(Collected data)
== Segment start ==
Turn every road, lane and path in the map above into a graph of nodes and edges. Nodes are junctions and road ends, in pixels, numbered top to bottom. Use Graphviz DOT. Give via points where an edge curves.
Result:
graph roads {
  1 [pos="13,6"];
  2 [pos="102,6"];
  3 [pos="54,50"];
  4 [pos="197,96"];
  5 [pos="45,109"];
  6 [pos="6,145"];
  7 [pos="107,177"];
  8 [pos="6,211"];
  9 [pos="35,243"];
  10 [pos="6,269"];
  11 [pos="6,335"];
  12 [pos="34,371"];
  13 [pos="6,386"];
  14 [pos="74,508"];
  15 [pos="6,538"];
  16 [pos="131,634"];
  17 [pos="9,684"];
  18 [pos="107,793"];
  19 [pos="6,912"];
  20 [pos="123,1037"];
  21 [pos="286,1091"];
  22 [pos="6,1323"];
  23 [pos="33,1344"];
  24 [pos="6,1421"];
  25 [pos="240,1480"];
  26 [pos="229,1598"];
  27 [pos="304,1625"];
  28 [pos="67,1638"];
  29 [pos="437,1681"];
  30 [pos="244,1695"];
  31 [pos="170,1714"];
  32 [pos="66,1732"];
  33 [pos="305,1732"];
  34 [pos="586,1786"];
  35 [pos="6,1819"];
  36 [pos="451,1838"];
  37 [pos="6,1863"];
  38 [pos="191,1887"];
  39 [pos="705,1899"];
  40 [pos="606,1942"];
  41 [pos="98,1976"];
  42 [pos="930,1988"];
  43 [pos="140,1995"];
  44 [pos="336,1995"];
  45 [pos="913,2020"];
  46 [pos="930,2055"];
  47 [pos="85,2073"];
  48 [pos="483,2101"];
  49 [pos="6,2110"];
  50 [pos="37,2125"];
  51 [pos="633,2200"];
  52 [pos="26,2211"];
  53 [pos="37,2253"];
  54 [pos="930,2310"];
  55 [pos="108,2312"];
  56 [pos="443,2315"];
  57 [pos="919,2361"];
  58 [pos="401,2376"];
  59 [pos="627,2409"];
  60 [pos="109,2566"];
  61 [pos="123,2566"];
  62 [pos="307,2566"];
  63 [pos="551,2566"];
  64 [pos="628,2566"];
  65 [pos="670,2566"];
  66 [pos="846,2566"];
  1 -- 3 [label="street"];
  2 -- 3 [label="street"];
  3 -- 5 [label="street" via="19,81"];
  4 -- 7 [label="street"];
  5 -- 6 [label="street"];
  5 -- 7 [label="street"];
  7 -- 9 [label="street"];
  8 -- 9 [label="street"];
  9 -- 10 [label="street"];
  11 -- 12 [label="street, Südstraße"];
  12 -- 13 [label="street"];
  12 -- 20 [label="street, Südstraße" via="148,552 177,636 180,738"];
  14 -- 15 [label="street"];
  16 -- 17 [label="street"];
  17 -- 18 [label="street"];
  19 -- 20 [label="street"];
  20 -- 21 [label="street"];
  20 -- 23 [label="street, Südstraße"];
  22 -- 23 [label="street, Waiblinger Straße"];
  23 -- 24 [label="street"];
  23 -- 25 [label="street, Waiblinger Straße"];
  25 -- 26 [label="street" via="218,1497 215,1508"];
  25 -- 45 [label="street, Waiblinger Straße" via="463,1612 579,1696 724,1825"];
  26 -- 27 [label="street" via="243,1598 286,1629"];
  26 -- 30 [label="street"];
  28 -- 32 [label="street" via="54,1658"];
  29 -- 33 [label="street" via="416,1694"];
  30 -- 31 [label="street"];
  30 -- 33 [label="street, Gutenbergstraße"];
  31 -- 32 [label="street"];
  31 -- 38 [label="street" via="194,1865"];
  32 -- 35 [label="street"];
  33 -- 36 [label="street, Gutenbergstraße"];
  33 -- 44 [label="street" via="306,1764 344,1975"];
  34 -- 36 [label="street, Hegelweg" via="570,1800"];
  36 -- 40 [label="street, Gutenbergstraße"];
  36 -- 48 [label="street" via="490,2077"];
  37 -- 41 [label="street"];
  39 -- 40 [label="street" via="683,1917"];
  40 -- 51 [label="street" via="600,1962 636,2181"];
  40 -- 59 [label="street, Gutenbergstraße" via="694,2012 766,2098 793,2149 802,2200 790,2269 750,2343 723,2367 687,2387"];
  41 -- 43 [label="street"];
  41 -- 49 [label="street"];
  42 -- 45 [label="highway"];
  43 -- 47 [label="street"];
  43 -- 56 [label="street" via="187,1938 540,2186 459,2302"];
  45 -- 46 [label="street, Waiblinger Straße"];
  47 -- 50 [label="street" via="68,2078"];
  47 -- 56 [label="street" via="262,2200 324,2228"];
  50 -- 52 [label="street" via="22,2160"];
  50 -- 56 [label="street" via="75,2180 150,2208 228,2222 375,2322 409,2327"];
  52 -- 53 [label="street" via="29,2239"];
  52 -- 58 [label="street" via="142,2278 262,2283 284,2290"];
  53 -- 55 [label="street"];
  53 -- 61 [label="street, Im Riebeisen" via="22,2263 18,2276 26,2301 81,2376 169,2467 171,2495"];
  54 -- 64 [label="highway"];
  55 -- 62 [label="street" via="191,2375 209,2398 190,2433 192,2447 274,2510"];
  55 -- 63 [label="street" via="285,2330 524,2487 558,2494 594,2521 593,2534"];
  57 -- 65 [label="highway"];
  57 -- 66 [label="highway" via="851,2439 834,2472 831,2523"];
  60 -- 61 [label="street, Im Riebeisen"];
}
== Segment end ==
Take each record above and return it verbatim.

Turn every road, lane and path in the map above into a graph of nodes and edges. Nodes are junctions and road ends, in pixels, numbered top to bottom. Use Graphviz DOT. Give via points where an edge curves.
Result:
graph roads {
  1 [pos="13,6"];
  2 [pos="102,6"];
  3 [pos="54,50"];
  4 [pos="197,96"];
  5 [pos="45,109"];
  6 [pos="6,145"];
  7 [pos="107,177"];
  8 [pos="6,211"];
  9 [pos="35,243"];
  10 [pos="6,269"];
  11 [pos="6,335"];
  12 [pos="34,371"];
  13 [pos="6,386"];
  14 [pos="74,508"];
  15 [pos="6,538"];
  16 [pos="131,634"];
  17 [pos="9,684"];
  18 [pos="107,793"];
  19 [pos="6,912"];
  20 [pos="123,1037"];
  21 [pos="286,1091"];
  22 [pos="6,1323"];
  23 [pos="33,1344"];
  24 [pos="6,1421"];
  25 [pos="240,1480"];
  26 [pos="229,1598"];
  27 [pos="304,1625"];
  28 [pos="67,1638"];
  29 [pos="437,1681"];
  30 [pos="244,1695"];
  31 [pos="170,1714"];
  32 [pos="66,1732"];
  33 [pos="305,1732"];
  34 [pos="586,1786"];
  35 [pos="6,1819"];
  36 [pos="451,1838"];
  37 [pos="6,1863"];
  38 [pos="191,1887"];
  39 [pos="705,1899"];
  40 [pos="606,1942"];
  41 [pos="98,1976"];
  42 [pos="930,1988"];
  43 [pos="140,1995"];
  44 [pos="336,1995"];
  45 [pos="913,2020"];
  46 [pos="930,2055"];
  47 [pos="85,2073"];
  48 [pos="483,2101"];
  49 [pos="6,2110"];
  50 [pos="37,2125"];
  51 [pos="633,2200"];
  52 [pos="26,2211"];
  53 [pos="37,2253"];
  54 [pos="930,2310"];
  55 [pos="108,2312"];
  56 [pos="443,2315"];
  57 [pos="919,2361"];
  58 [pos="401,2376"];
  59 [pos="627,2409"];
  60 [pos="109,2566"];
  61 [pos="123,2566"];
  62 [pos="307,2566"];
  63 [pos="551,2566"];
  64 [pos="628,2566"];
  65 [pos="670,2566"];
  66 [pos="846,2566"];
  1 -- 3 [label="street"];
  2 -- 3 [label="street"];
  3 -- 5 [label="street" via="19,81"];
  4 -- 7 [label="street"];
  5 -- 6 [label="street"];
  5 -- 7 [label="street"];
  7 -- 9 [label="street"];
  8 -- 9 [label="street"];
  9 -- 10 [label="street"];
  11 -- 12 [label="street, Südstraße"];
  12 -- 13 [label="street"];
  12 -- 20 [label="street, Südstraße" via="148,552 177,636 180,738"];
  14 -- 15 [label="street"];
  16 -- 17 [label="street"];
  17 -- 18 [label="street"];
  19 -- 20 [label="street"];
  20 -- 21 [label="street"];
  20 -- 23 [label="street, Südstraße"];
  22 -- 23 [label="street, Waiblinger Straße"];
  23 -- 24 [label="street"];
  23 -- 25 [label="street, Waiblinger Straße"];
  25 -- 26 [label="street" via="218,1497 215,1508"];
  25 -- 45 [label="street, Waiblinger Straße" via="463,1612 579,1696 724,1825"];
  26 -- 27 [label="street" via="243,1598 286,1629"];
  26 -- 30 [label="street"];
  28 -- 32 [label="street" via="54,1658"];
  29 -- 33 [label="street" via="416,1694"];
  30 -- 31 [label="street"];
  30 -- 33 [label="street, Gutenbergstraße"];
  31 -- 32 [label="street"];
  31 -- 38 [label="street" via="194,1865"];
  32 -- 35 [label="street"];
  33 -- 36 [label="street, Gutenbergstraße"];
  33 -- 44 [label="street" via="306,1764 344,1975"];
  34 -- 36 [label="street, Hegelweg" via="570,1800"];
  36 -- 40 [label="street, Gutenbergstraße"];
  36 -- 48 [label="street" via="490,2077"];
  37 -- 41 [label="street"];
  39 -- 40 [label="street" via="683,1917"];
  40 -- 51 [label="street" via="600,1962 636,2181"];
  40 -- 59 [label="street, Gutenbergstraße" via="694,2012 766,2098 793,2149 802,2200 790,2269 750,2343 723,2367 687,2387"];
  41 -- 43 [label="street"];
  41 -- 49 [label="street"];
  42 -- 45 [label="highway"];
  43 -- 47 [label="street"];
  43 -- 56 [label="street" via="187,1938 540,2186 459,2302"];
  45 -- 46 [label="street, Waiblinger Straße"];
  47 -- 50 [label="street" via="68,2078"];
  47 -- 56 [label="street" via="262,2200 324,2228"];
  50 -- 52 [label="street" via="22,2160"];
  50 -- 56 [label="street" via="75,2180 150,2208 228,2222 375,2322 409,2327"];
  52 -- 53 [label="street" via="29,2239"];
  52 -- 58 [label="street" via="142,2278 262,2283 284,2290"];
  53 -- 55 [label="street"];
  53 -- 61 [label="street, Im Riebeisen" via="22,2263 18,2276 26,2301 81,2376 169,2467 171,2495"];
  54 -- 64 [label="highway"];
  55 -- 62 [label="street" via="191,2375 209,2398 190,2433 192,2447 274,2510"];
  55 -- 63 [label="street" via="285,2330 524,2487 558,2494 594,2521 593,2534"];
  57 -- 65 [label="highway"];
  57 -- 66 [label="highway" via="851,2439 834,2472 831,2523"];
  60 -- 61 [label="street, Im Riebeisen"];
}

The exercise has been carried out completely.